[Dataset excerpts]
★ ★ ★ ★ ★

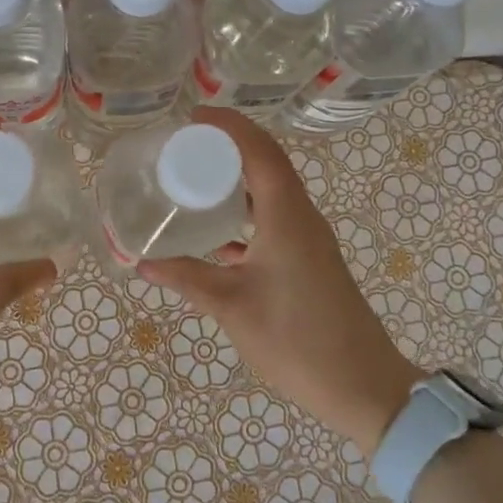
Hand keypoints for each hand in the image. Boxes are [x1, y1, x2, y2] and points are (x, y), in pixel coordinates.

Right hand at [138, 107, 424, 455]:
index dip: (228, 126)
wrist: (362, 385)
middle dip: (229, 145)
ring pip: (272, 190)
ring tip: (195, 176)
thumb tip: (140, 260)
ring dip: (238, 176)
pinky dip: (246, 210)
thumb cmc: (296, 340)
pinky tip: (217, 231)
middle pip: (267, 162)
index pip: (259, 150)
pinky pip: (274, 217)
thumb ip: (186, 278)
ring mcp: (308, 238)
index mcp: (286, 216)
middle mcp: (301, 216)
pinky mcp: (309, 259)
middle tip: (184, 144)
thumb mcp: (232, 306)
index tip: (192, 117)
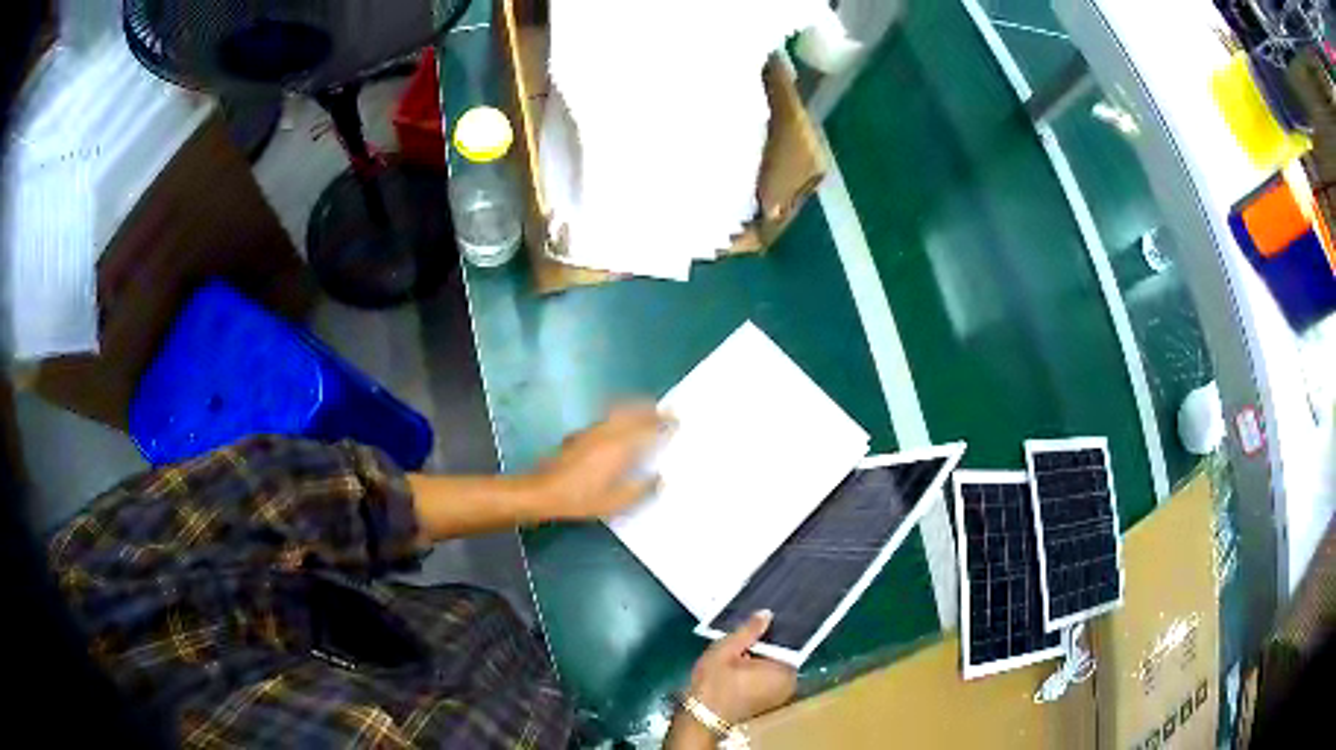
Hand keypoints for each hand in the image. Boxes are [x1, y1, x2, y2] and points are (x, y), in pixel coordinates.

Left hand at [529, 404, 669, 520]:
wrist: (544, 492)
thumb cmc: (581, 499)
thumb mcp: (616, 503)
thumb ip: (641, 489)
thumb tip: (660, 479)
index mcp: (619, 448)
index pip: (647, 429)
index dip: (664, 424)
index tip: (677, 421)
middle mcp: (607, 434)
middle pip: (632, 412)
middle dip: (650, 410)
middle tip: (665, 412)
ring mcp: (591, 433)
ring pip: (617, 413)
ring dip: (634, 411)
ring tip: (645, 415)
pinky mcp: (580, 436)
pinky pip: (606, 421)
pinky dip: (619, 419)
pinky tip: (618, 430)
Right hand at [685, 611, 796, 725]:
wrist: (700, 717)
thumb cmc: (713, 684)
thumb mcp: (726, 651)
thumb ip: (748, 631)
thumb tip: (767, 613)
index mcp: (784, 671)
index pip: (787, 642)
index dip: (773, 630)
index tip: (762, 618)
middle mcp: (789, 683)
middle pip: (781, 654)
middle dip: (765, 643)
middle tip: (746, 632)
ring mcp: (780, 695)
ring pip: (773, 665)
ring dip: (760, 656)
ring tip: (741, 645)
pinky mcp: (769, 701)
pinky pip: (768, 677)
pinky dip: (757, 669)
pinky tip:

★ ★ ★ ★ ★

**About this task:** Repeat the entries exactly, without pictures.

**Solution to the exercise:**
Hand keypoints for each hand in the image. Boxes are [x1, y1, x2, y2] and points are (x, y), in pixel coordinates.

Right hand at [138, 107, 424, 455]:
index dip: (228, 126)
wrist: (362, 385)
middle dip: (229, 145)
ring pip: (272, 190)
ring tip: (195, 176)
thumb tip: (140, 260)
ring dip: (238, 176)
pinky dip: (246, 210)
thumb cmc: (296, 340)
pinky tip: (217, 231)
middle pip: (267, 162)
index pip: (259, 150)
pinky pip: (274, 217)
thumb ip: (186, 278)
ring mcp: (308, 238)
index mcp: (286, 216)
middle mcp: (301, 216)
pinky mcp: (309, 259)
middle tip: (184, 144)
thumb mcp: (232, 306)
index tip: (192, 117)
Hand keypoints for each hand in the image. Boxes are [x1, y1, x2, y2] and points are (x, y), in pixel coordinates.

Left hand at [529, 404, 669, 520]:
wrist: (544, 492)
thumb cmc: (581, 499)
thumb mcp: (616, 503)
thumb ip: (641, 489)
thumb tip: (660, 479)
index mcp: (619, 448)
index pip: (647, 429)
index dip: (664, 424)
index tip: (677, 421)
middle mcp: (607, 434)
middle pip: (632, 412)
middle dip: (650, 410)
middle tip: (665, 412)
ring mcp: (591, 433)
ring pip: (617, 413)
ring dip: (634, 411)
ring tip: (645, 415)
pinky mcp: (580, 436)
pinky pip: (606, 421)
pinky dip: (619, 419)
pinky tip: (618, 430)
Right hand at [685, 611, 796, 725]:
wrist: (700, 717)
thumb cmc: (713, 684)
thumb mcp: (726, 651)
thumb ip: (748, 631)
thumb tip: (767, 613)
index mcp: (784, 671)
index pip: (787, 642)
index dip: (773, 630)
index tip: (762, 618)
middle mcp: (789, 683)
middle pip: (781, 654)
middle dip: (765, 643)
middle tip: (746, 632)
ring mcp: (780, 695)
ring pip: (773, 665)
ring dip: (760, 656)
ring tip: (741, 645)
pinky mcp: (769, 701)
pinky pip: (768, 677)
pinky dip: (757, 669)
pinky tip:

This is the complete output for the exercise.